Record set:
§
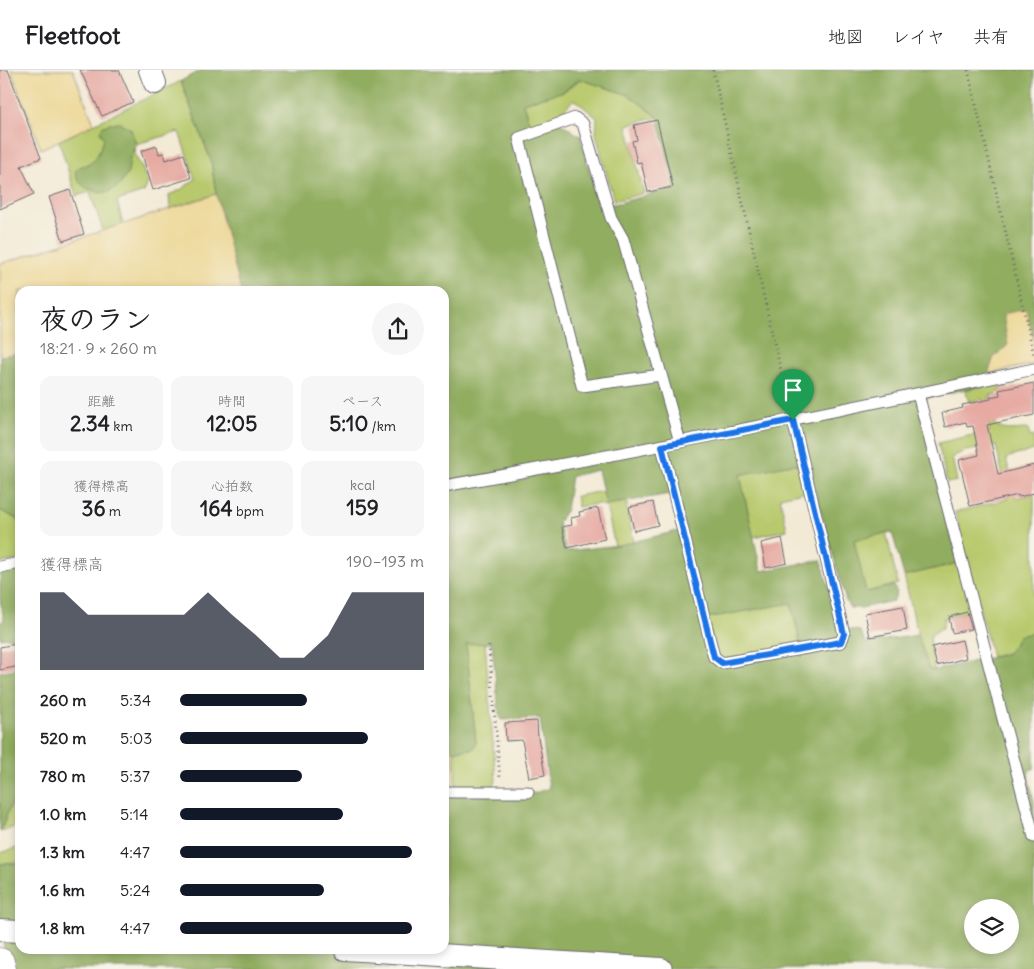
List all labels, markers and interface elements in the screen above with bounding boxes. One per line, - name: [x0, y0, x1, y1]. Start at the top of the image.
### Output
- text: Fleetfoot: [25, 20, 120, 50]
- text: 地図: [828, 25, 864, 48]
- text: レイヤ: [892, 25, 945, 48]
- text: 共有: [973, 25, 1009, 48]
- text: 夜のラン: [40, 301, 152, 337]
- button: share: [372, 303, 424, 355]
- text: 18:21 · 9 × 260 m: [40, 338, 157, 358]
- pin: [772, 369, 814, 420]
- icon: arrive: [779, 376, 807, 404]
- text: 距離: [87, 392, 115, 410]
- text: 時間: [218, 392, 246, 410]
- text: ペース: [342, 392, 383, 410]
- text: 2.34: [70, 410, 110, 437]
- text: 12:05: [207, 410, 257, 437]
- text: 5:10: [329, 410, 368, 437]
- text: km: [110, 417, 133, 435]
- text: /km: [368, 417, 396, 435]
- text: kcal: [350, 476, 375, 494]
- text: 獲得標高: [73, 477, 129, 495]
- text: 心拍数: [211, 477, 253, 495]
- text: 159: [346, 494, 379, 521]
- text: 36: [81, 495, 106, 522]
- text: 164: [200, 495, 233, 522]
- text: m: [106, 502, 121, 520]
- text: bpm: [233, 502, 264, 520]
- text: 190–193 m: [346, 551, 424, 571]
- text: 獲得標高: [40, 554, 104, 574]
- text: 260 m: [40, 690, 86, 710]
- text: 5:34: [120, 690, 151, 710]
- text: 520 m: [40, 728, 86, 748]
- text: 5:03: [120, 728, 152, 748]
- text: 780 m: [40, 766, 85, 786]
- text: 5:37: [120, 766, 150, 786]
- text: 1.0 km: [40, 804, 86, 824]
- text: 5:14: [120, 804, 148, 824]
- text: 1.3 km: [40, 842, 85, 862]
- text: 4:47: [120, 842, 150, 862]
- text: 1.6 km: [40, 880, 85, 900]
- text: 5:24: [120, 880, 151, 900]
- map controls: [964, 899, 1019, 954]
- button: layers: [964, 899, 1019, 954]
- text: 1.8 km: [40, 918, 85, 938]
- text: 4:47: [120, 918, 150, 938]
§
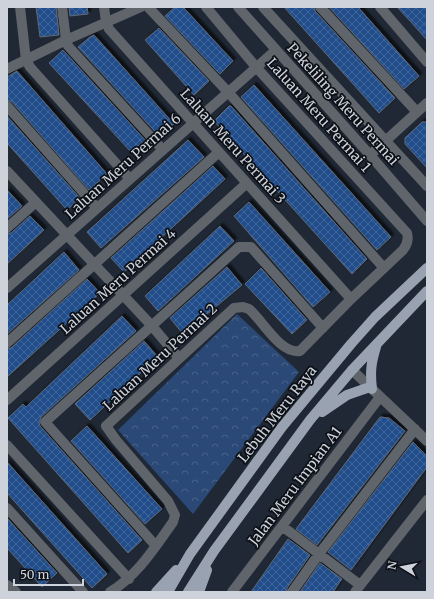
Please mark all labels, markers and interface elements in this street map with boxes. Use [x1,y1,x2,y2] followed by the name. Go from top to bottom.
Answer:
§
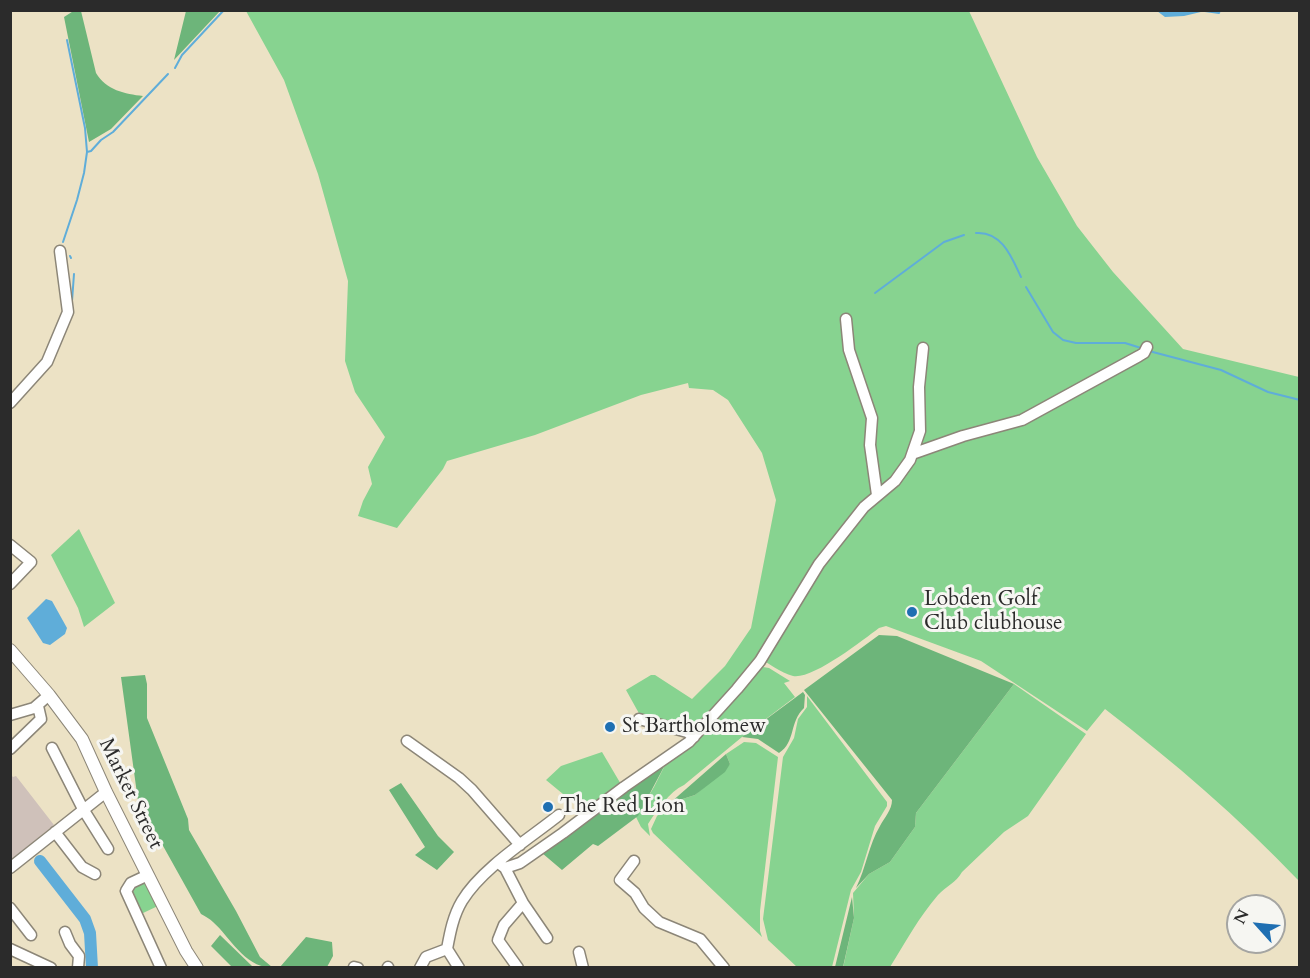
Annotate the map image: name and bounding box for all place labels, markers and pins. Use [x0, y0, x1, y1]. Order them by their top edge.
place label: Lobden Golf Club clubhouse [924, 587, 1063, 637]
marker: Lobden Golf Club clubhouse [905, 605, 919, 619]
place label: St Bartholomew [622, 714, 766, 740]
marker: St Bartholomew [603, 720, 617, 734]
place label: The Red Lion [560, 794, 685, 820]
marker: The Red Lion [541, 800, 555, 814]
§
Aim of the exercise: Scan the material and collect every line that contains "with".

Task solution:
List all labels, markers and interface elements in the screen above with bounding boxes. One per line, - name: [x0, y0, x1, y1]. Start at the top of the image.
Please mark all labels, markers and interface elements in this street map with boxes. Use [x1,y1,x2,y2] followed by the name. Go from top to bottom.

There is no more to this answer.